Entrevista

Daniel Romanelli

Há quanto tempo está ligado ao mundo da decoração e como se interessou pela área?

Estou na arquitetura e decoração há mais de 15 anos, mesmo estudando arquitetura, sempre procurei trabalhos que estivessem diretamente ligados a materiais de acabamento e projetos de interiores.

Quais são, para si, os aspetos mais importantes de uma decoração?

A textura, a iluminação e a peculiaridade dos detalhes.

Onde procura inspiração para a realização dos seus projetos decorativos?

Viajo muito e visito feiras e mostras de decoração. A arquitetura de interiores da Europa e Estados Unidos são muito interessantes, mas o que fizemos no Brasil não perde em nada em qualidade. Por isso, não deixo de ler tudo o que se refere a decoração. A visita em lojas especializadas também é um grande celeiro de ideias. Na verdade, sou muito curioso...

Fale-nos um pouco do seu processo criativo?

Sempre que inicio um trabalho, o primeiro passo é a organização de material de referência. Depois disso, croquis a mão livre do todo e finalizando com detalhes, é o que norteará o projeto. Sempre uso grafite e hidrocor para salientar algum material ou elemento de destaque no projeto. A arte está muito ligada ao meu trabalho.

E como é que se desenrola o processo de trabalho, desde o momento em que é contactado pelo cliente até terminar o projeto decorativo?

A entrevista com o cliente é fundamental. Tudo que puder perguntar, ou saber sobre quem utilizará o espaço, é uma informação importante. Depois da conversa, da análise de material de referência e muitos croquis, é finalizada a proposta em 3 dimensões e apresentada ao cliente, juntamente com os estudos iniciais mais relevantes. Após a aprovação pelos mesmos, é encaminhado ao setor do escritório que cuida dos detalhamentos e, posteriormente, à execução. 

Prefere particularmente um estilo de decoração ou trabalha com vários?

Trabalho com vários e me adapto facilmente ao gosto do cliente. A função do arquiteto ou decorador é essa: tentar transformar a ideia do cliente em realidade, da melhor forma possível.

No geral, com que estilo de decoração se identifica mais?

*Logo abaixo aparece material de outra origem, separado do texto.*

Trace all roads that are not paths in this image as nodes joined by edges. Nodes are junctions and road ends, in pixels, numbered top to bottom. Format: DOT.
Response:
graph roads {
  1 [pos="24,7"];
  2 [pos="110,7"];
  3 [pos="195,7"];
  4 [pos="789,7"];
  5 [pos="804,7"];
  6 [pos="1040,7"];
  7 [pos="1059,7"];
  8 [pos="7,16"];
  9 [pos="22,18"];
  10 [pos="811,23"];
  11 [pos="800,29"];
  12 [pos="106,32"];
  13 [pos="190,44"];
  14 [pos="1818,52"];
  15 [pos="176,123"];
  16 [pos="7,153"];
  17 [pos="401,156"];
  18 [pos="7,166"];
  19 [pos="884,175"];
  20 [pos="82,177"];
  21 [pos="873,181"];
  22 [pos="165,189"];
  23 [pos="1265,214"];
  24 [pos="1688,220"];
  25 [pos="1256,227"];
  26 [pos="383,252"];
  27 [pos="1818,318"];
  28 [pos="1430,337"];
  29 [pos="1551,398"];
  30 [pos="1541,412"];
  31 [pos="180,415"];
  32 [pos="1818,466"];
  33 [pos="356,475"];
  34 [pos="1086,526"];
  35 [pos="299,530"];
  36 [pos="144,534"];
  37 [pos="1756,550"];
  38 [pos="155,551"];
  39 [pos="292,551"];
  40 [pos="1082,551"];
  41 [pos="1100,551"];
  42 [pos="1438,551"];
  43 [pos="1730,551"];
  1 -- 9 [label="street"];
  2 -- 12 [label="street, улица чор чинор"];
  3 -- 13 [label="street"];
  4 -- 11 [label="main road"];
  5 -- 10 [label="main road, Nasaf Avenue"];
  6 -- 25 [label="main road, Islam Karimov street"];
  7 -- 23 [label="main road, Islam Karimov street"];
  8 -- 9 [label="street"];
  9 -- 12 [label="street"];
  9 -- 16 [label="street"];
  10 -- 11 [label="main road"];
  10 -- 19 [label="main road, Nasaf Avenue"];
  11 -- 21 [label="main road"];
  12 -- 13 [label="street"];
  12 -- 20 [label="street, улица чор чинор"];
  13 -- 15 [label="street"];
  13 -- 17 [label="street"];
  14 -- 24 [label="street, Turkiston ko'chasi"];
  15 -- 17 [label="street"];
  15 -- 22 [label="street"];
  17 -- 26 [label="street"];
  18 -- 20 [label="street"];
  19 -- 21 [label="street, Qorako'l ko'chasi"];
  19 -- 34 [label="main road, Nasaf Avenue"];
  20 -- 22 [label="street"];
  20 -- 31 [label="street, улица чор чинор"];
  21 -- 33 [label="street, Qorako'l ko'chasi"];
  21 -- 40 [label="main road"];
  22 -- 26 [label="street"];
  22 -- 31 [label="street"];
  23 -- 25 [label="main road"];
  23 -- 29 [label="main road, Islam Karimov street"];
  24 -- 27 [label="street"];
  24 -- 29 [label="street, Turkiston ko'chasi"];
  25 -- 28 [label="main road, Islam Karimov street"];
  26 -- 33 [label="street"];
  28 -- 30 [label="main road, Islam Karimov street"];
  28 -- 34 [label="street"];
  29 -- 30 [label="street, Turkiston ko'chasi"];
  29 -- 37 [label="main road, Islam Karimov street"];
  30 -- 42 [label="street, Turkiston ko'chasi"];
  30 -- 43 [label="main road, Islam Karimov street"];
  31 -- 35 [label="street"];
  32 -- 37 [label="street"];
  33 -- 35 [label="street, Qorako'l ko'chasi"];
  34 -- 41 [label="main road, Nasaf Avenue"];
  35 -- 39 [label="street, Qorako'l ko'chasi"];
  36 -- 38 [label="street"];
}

Gosto muito da decoração contemporânea, dessa mistura de estilos, onde não se define num primeiro momento, se é clássica ou moderna. Penso que isso traz muita personalidade para quem estiver utilizando o espaço e torna o ambiente versátil. Penso também que a decoração ou arquitetura de interiores se apresenta atualmente como a moda: cada um pode criar seu próprio estilo.

Qual é o espaço da casa que mais gosta de decorar e porquê?

Gosto muito de quartos e salas, tanto estar, quanto jantar. Os quartos porque trabalhamos com a personalidade explícita de cada cliente, com seus gostos e desejos mais íntimos. As salas, porque pode-se abusar de elementos, estilos, texturas, objetos de arte, e o resultado final se torna bem aconchegante.

Para si, o que está in e o que está out em termos de decoração?

Está in a mistura de estilos, a reciclagem de objetos de época com valor sentimental... a busca pelo conforto, pela personalidade. A tentativa de deixar a casa um refúgio. Da melhor maneira.

Está out a ideia de espaços não sustentáveis, com gastos desnecessários de energia, tanto na produção, quanto no uso diário.

Qual é a sua imagem de marca, ou seja, existe alguma cor, detalhe ou peça que utilize sempre nas suas decorações?

Sim. Existem dois. Elementos amarelos, procuro deixar, mesmo em pequenas peças. E a textura natural, seja a madeira ou pedra. Esta sempre se faz presente. O toque natural dos materiais é umdos pontos altos da minha marca.